Cloud Based ERP vs Cloud Security

By BAASS Consultant | Oct 3, 2014 12:00:00 AM
 

Looking at Cloud Based ERP, you may be wondering if it is right for you. So let's see if we can clarify some things for you. The implementation of a cloud based ERP has become a means to increase a businesses growth in revenue, and reduce operating costs. This allows the ability to gain greater control over all of the aspects or functional modules of their operations. However, in terms of security there are concerns that may cause some to steer away from using an ERP based solely in the cloud. The following areas are in question when it comes to security.

  • Physical Location
  • Data Transmission
  • Access/Perimeter
  • Storage 

It is understandable that having a cloud ERP means having the same security measures in place as found with an on-premise ERP system. Looking at possible security breaches with an on-premise ERP, we must consider that people or persons will intend to, maliciously, attempt to undermine the integrity of the system. This type of intrusion could be for embezzlement, disrupted service, or other type’s data manipulation. This can happen only if they have access to the location and to the software i.e. a workstation within the confines of the corporation.

In a scenario where the use of a cloud ERP is in place, the physical location is off campus, and possibly in another part of town. Additionally, the types of security measures to the location come in the form of retina scans, fingerprint ID badges, security cameras and other access limiting measures. Furthermore, all administrators work for the cloud provider or the software vendor. This means that no representatives from the company that purchased the software will ever be present.

The concern for privacy during data transmission between the server, database, and the user is remedied by encrypting this data between the destination and the source. The best encryption is with a secure socket layer, (SSL), algorithm. We find this security measure utilized with all web browsers and is the standard for the healthcare, and banking industries for example.

In the case of perimeter security where keeping intrusion attempts from outsiders is mandated a firewall is implemented. This works for both ERP’s, on-premise, and cloud based. Specifically, when there are multiple users for the cloud service. Firewalls are put in place for all utilizing the same service as a countermeasure to ensure security between customers.
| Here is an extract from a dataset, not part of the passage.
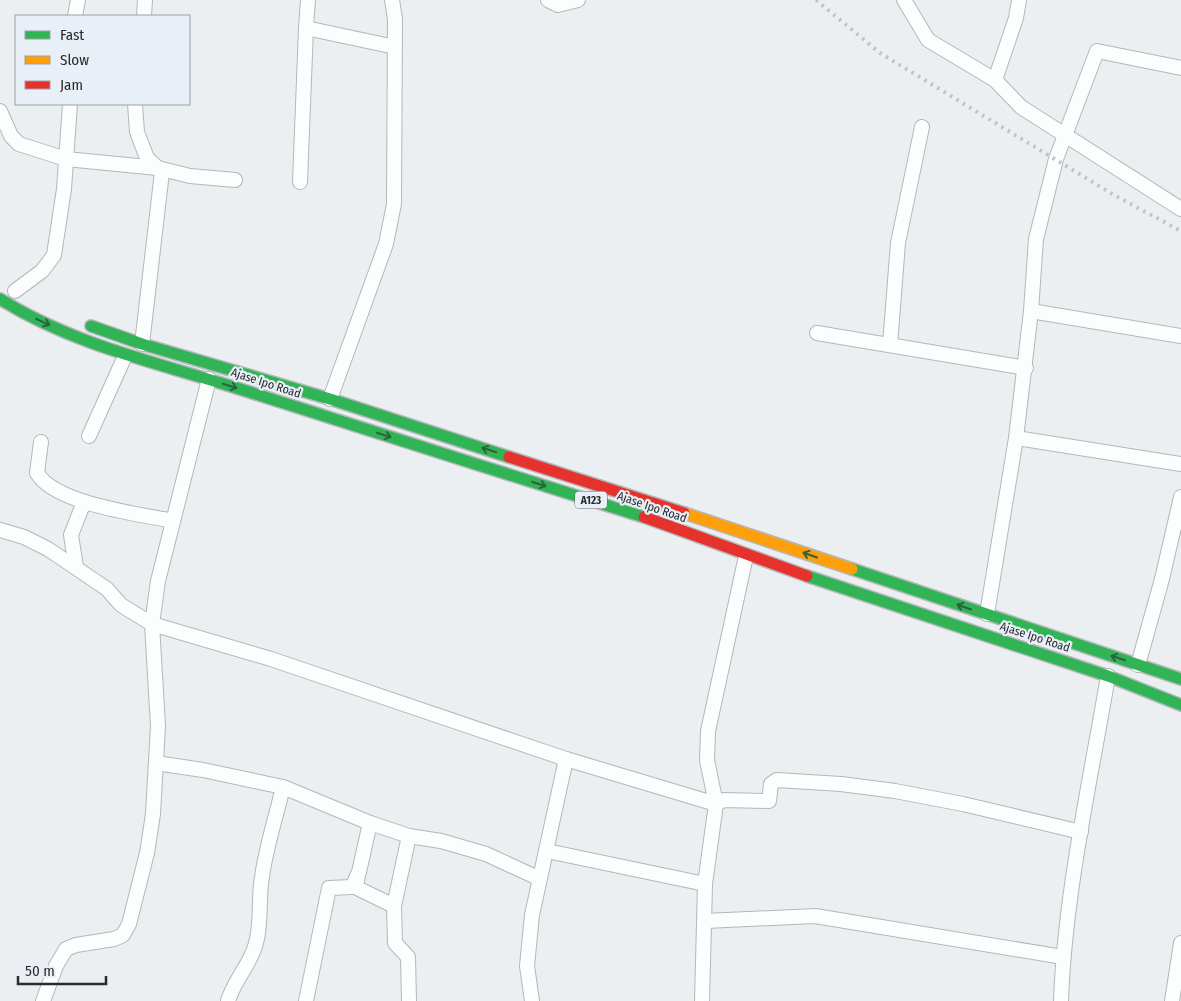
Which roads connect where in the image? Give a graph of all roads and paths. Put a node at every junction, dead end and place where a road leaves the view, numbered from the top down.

All ERP data are considered proprietary and therefore it is imperative to protect this data from unauthorized access. This is accomplished via encryption. Although the database is administered by a non-employee of a given client, the cloud service provides a means to encrypt specific data stored within the database from unauthorized personnel. These same measures may apply to securing data to specific users within the customer’s user groups. This is done normally, through business logic or using a database layer system. Once an individual retains access, the business logic controls what the individual can see. In the case of multiple customers, the database layer system separates the data between the companies.

Having full-featured software that offers a solution with online access to CRM data is pertinent to any accounting software. Additionally, ownership and control in a secure environment is essential as well. You can also read more in our blog post series part 1 and part 2. To talk more about this, or anything else, please Contact Us.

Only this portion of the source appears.